Upgrading the Audi TT Coupe
With our ample available cash and gold reserves, we decided to perform a complete upgrade on an Audi TT Coupe, a classic car found in the early stages of many race games. How much would it cost to take this car from zero to hero?
There were 20 upgrades available in all. Five for engine, five for drivetrain, four for suspension, three for brakes and three for tyres and wheels. Each upgrade is listed below with its R$ value, the delay until the upgrade is delivered and the gold required to skip the timer.
R$6400/5 minutes/2 gold
R$9400/10 minutes/3 gold
R$12,100/30 minutes/7 gold
R$14,500/90 minutes/10 gold
R$6000/5 minutes/2 gold
R$8800/10 minutes/3 gold
R$11,200/30 minutes/7 gold
R$13,500/90 minutes/10 gold
R$5800/5 minutes/2 gold
R$8500/10 minutes/3 gold
R$10,800/30 minutes/7 gold
R$4200/5 minutes/2 gold
R$6200/10 minutes/3 gold
R$7900/30 minutes/7 gold
Tyres and wheels
R$5000/5 minutes/2 gold
R$7400/10 minutes/3 gold
R$9500/30 minutes/7 gold
R$147,200 + 24 gold (minimum) or 104 gold (skip all delays).

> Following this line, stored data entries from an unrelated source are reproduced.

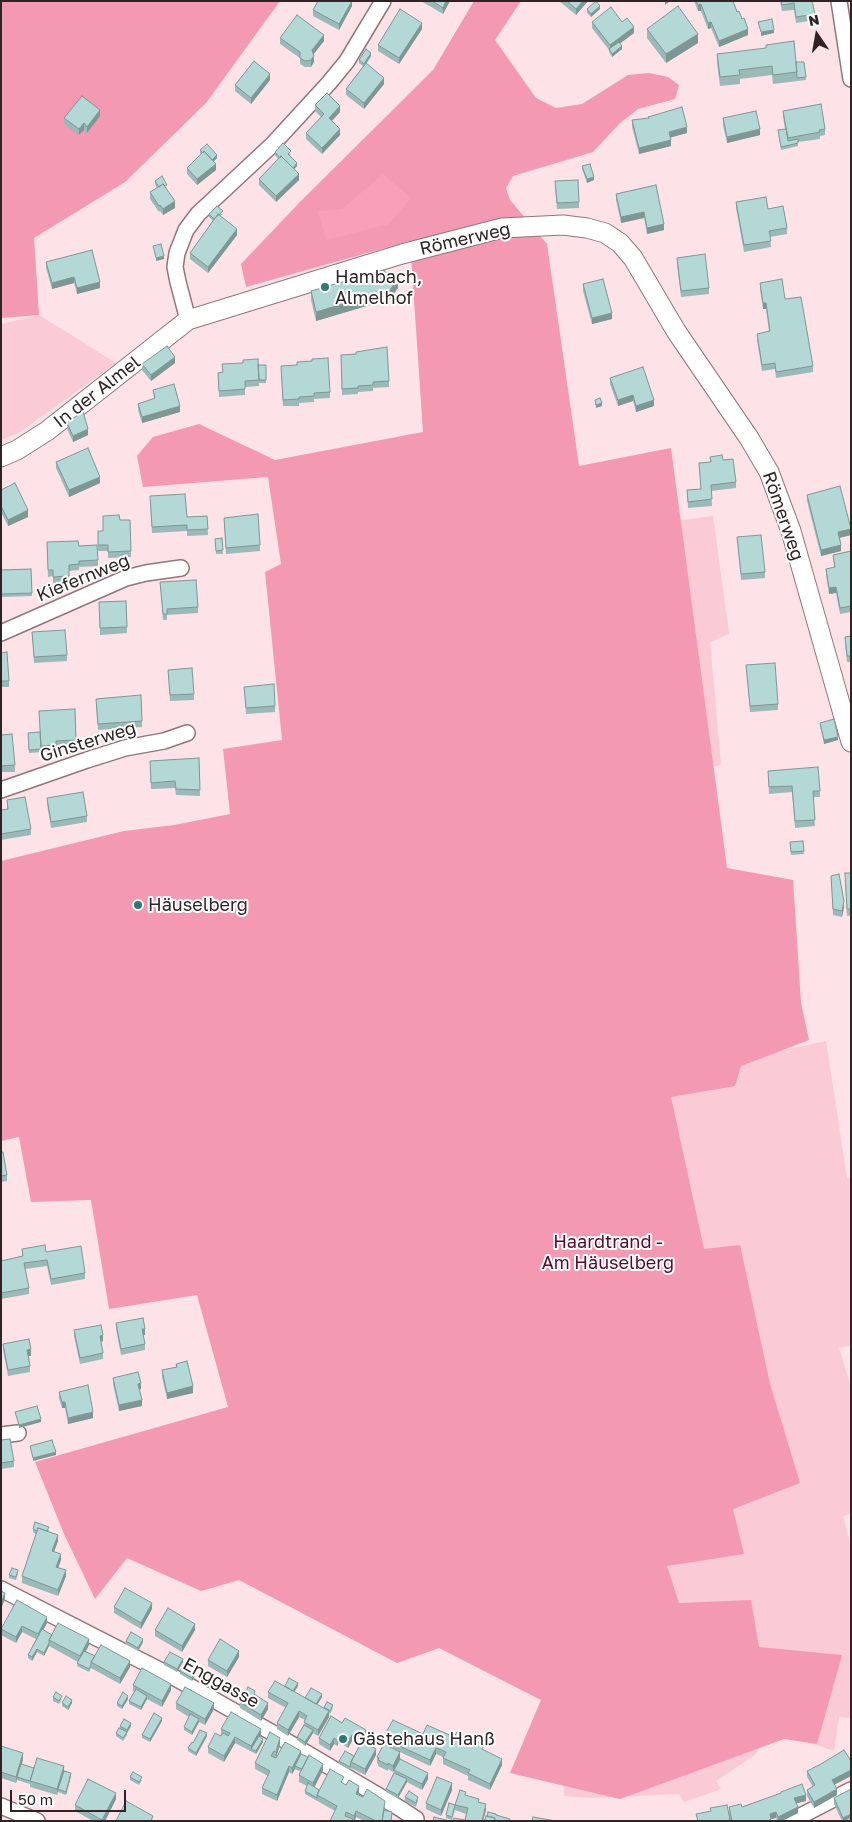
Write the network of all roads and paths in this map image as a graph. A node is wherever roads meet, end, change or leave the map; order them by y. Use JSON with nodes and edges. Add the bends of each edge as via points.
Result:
{"nodes":[{"id":1,"x":383,"y":1,"type":"edge"},
{"id":2,"x":840,"y":1,"type":"edge"},
{"id":3,"x":851,"y":79,"type":"edge"},
{"id":4,"x":188,"y":320,"type":"junction"},
{"id":5,"x":1,"y":456,"type":"edge"},
{"id":6,"x":181,"y":568,"type":"dead end"},
{"id":7,"x":1,"y":633,"type":"edge"},
{"id":8,"x":187,"y":733,"type":"dead end"},
{"id":9,"x":851,"y":742,"type":"edge"},
{"id":10,"x":1,"y":790,"type":"edge"},
{"id":11,"x":18,"y":1433,"type":"dead end"},
{"id":12,"x":1,"y":1435,"type":"edge"},
{"id":13,"x":1,"y":1589,"type":"edge"},
{"id":14,"x":851,"y":1790,"type":"edge"},
{"id":15,"x":1,"y":1806,"type":"edge"},
{"id":16,"x":38,"y":1821,"type":"edge"},
{"id":17,"x":416,"y":1821,"type":"edge"},
{"id":18,"x":791,"y":1821,"type":"edge"}],
"edges":[{"from":1,"to":4,"type":"street","via":[[347,61],[329,83],[272,145],[198,214],[186,230],[175,266]]},
{"from":2,"to":3,"type":"street"},
{"from":4,"to":5,"type":"street","name":"In der Almel","via":[[47,431]]},
{"from":4,"to":9,"type":"street","name":"Römerweg","via":[[402,254],[502,228],[563,225],[587,228],[620,243],[633,258],[676,331],[750,438],[769,472],[791,531]]},
{"from":6,"to":7,"type":"street","name":"Kiefernweg","via":[[126,578]]},
{"from":8,"to":10,"type":"street","name":"Ginsterweg","via":[[125,748]]},
{"from":11,"to":12,"type":"street"},
{"from":13,"to":17,"type":"street","name":"Enggasse","via":[[271,1732]]},
{"from":14,"to":18,"type":"street"},
{"from":15,"to":16,"type":"street"}]}
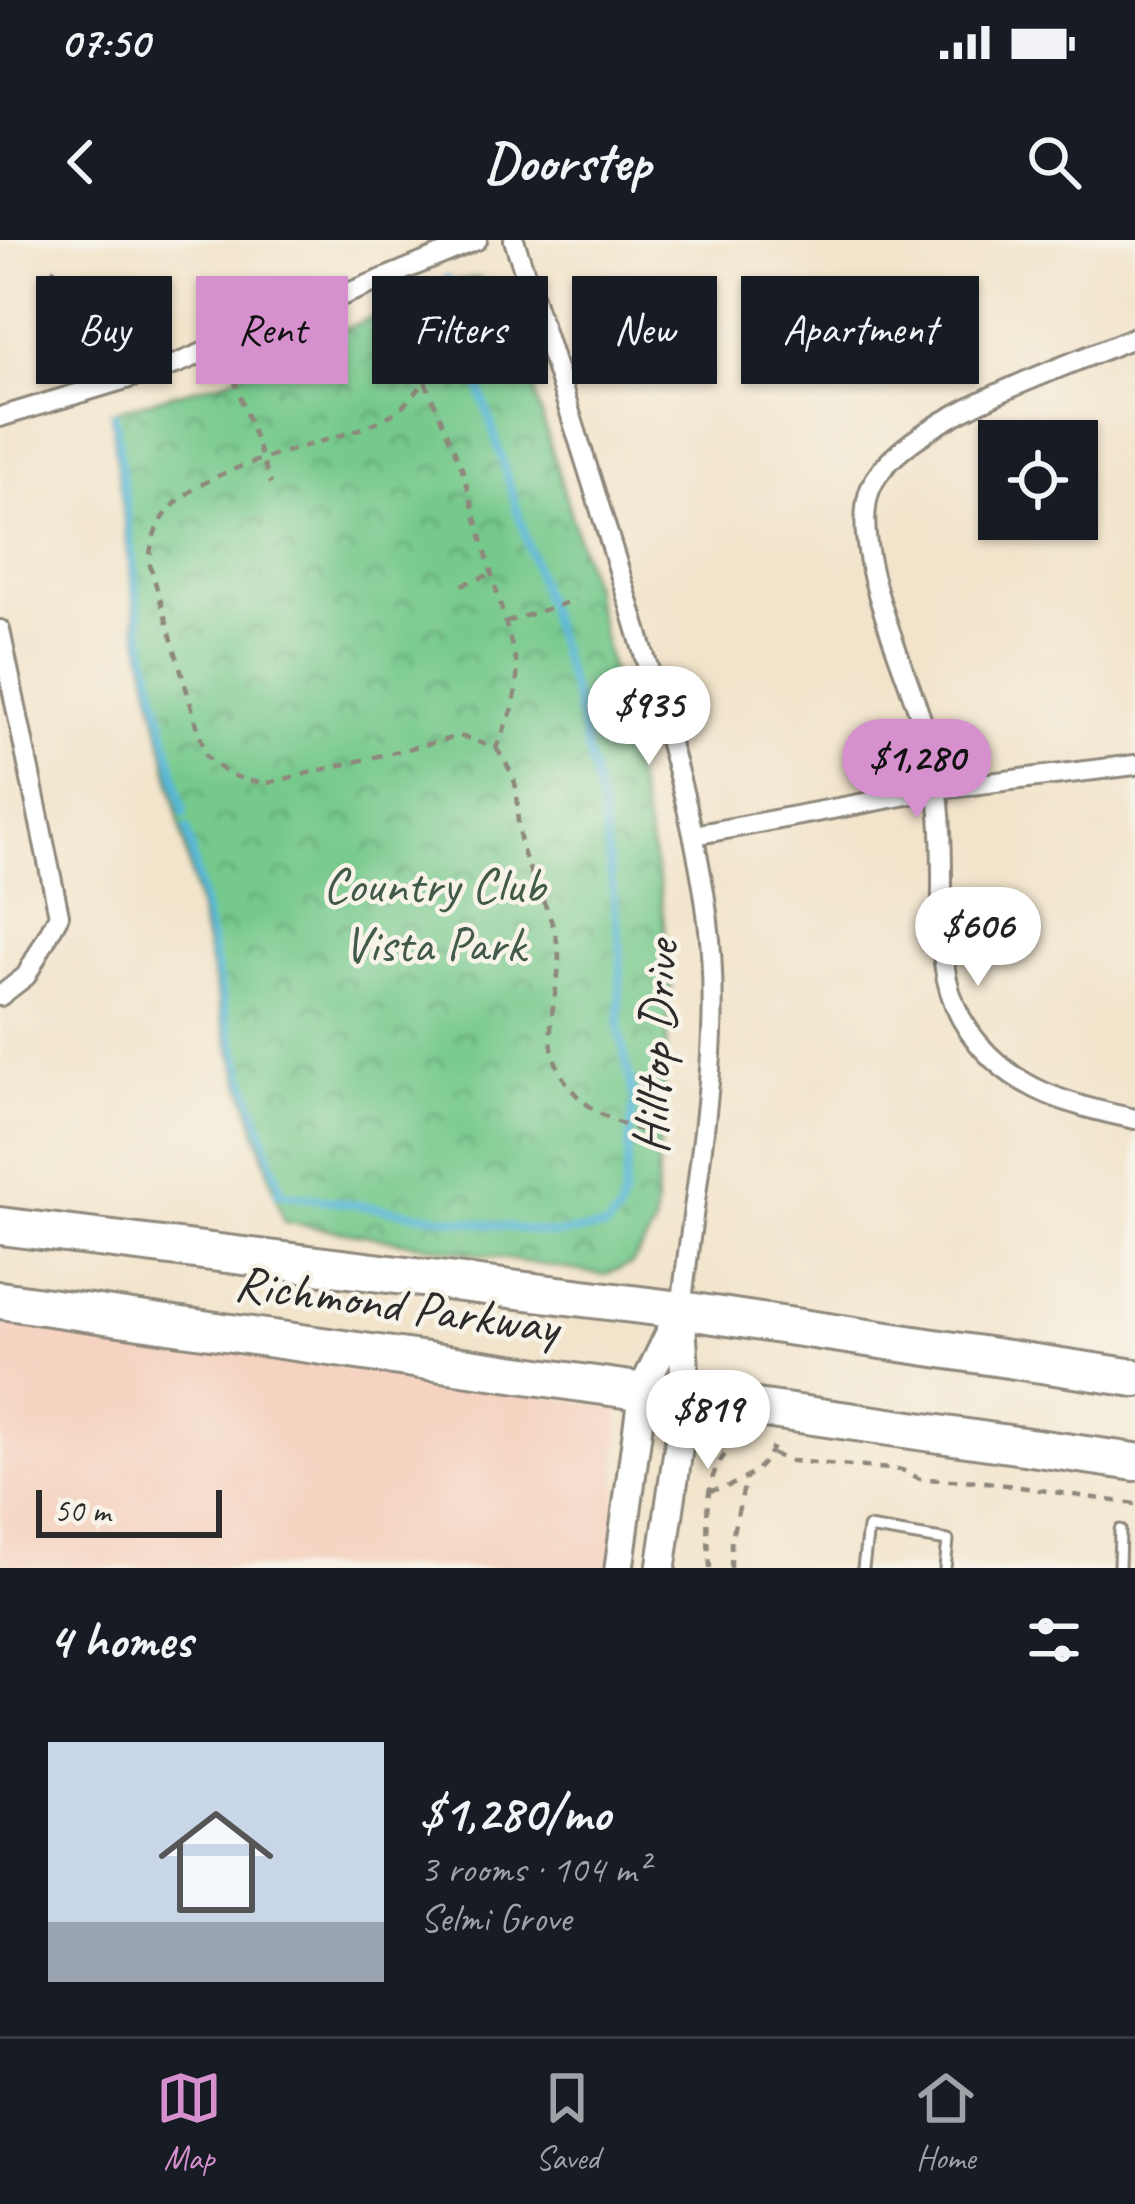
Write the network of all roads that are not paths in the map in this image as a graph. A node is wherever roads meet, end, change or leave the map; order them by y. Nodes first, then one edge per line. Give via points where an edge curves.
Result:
1 (477, 240) edge
2 (514, 240) edge
3 (1135, 337) edge
4 (0, 417) edge
5 (0, 630) edge
6 (1135, 764) edge
7 (939, 789) junction
8 (694, 835) junction
9 (0, 996) edge
10 (1135, 1119) edge
11 (0, 1226) edge
12 (0, 1300) edge
13 (681, 1310) junction
14 (1135, 1378) edge
15 (643, 1389) junction
16 (686, 1395) junction
17 (1135, 1462) edge
18 (1120, 1529) dead end
19 (619, 1568) edge
20 (661, 1568) edge
21 (863, 1568) edge
22 (944, 1568) edge
23 (1119, 1568) edge

1 - 4 street via 157,370
2 - 8 street, Hilltop Drive
3 - 7 street via 931,425 895,452 872,484 862,516 868,556
5 - 9 street via 59,915 26,976
6 - 7 street
7 - 8 street
7 - 10 street via 942,951 963,1021 1018,1082
8 - 13 street, Hilltop Drive via 709,923 713,1025
11 - 13 highway, Richmond Parkway
12 - 15 highway, Richmond Parkway
13 - 14 highway, Richmond Parkway
13 - 15 main road, Hilltop Drive
13 - 16 main road, Hilltop Drive
15 - 16 highway, Richmond Parkway
15 - 19 main road, Hilltop Drive
16 - 17 highway, Richmond Parkway
16 - 20 main road, Hilltop Drive
18 - 23 lane
21 - 22 lane via 868,1528 949,1541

We raced our now ultimate Audi TT Coupe in a few races to see what kind of dollars and coins came rolling in.
In the early "Everyday Heroes" race series, we won R$7600 for our first victory and R$8200 for our second. Our driver level increased quickly through early races, and with each driver level, we earned three gold coins. We also earned bonuses of R$2000 for winning a Cup event, and in another race we earned an extra R$850 for defeating a friend's virtual appearance in a race.
Jumping ahead to a higher-tier race, we stepped into a Bugatti Veyron and wiped the floor with our supercar competitors. At this level, we found that race prize money was still in the R$8000 ballpark, with an R$4000 bonus for unlocking a new tier.
For shorter race events, such as a speed test, the reward came in at R$900.
There are no extra R$ or gold rewards for racing without assists.
Overall, it seems R$ will come in pretty steadily for winning races. Gold is the slower currency to acquire, but with a launch level cap of 1000, there is a lot of room to earn gold with a slow and steady progression.
Repairs and servicing
Racing is rubbing, and that means damage. Damage is detailed very well in Real Racing 3, but that also means you have to pay to keep your car on the road. If you race clean lines and don't bump opponents or walls, you can avoid repair costs. Repairs are entirely based on damage caused during your time on the track.
Through our few races with the Audi TT Coupe, we caused damage to the headlights, windshield and front bumper — a total of R$390 worth of damage that also required a delay of around four minutes. All repairs can be queued as a single delay event. Two gold coins would skip this delay.
Through all racing, you will also cause general wear and tear that is tracked to show when your car needs servicing. You can continue to race without servicing your car, but it will cause drops in top speed, acceleration, etc, depending on what damage you are ignoring. Services are more expensive to repair. Our Audi TT Coupe would have required R$3115 in attention just to get things back to maximum after only a few races. There was plenty of room to ignore those costs for more races to come, but the oil measure drops very fast.
Overall, the delays felt like the most annoying factor in the currency system. If you own a variety of cars, you will be able to have some running through their repair and service delays while you race other vehicles, so you may find that the balance works quite nicely with a well-balanced garage of cars.
There are big dollars required if you're looking to race to the highest levels of the game, but for those with a little patience, there will still be a great deal of game available to enjoy for many months to come. But it's the "hardcore" crowd that Real Racing has drawn that will be most interesting to hear from in the coming days and weeks.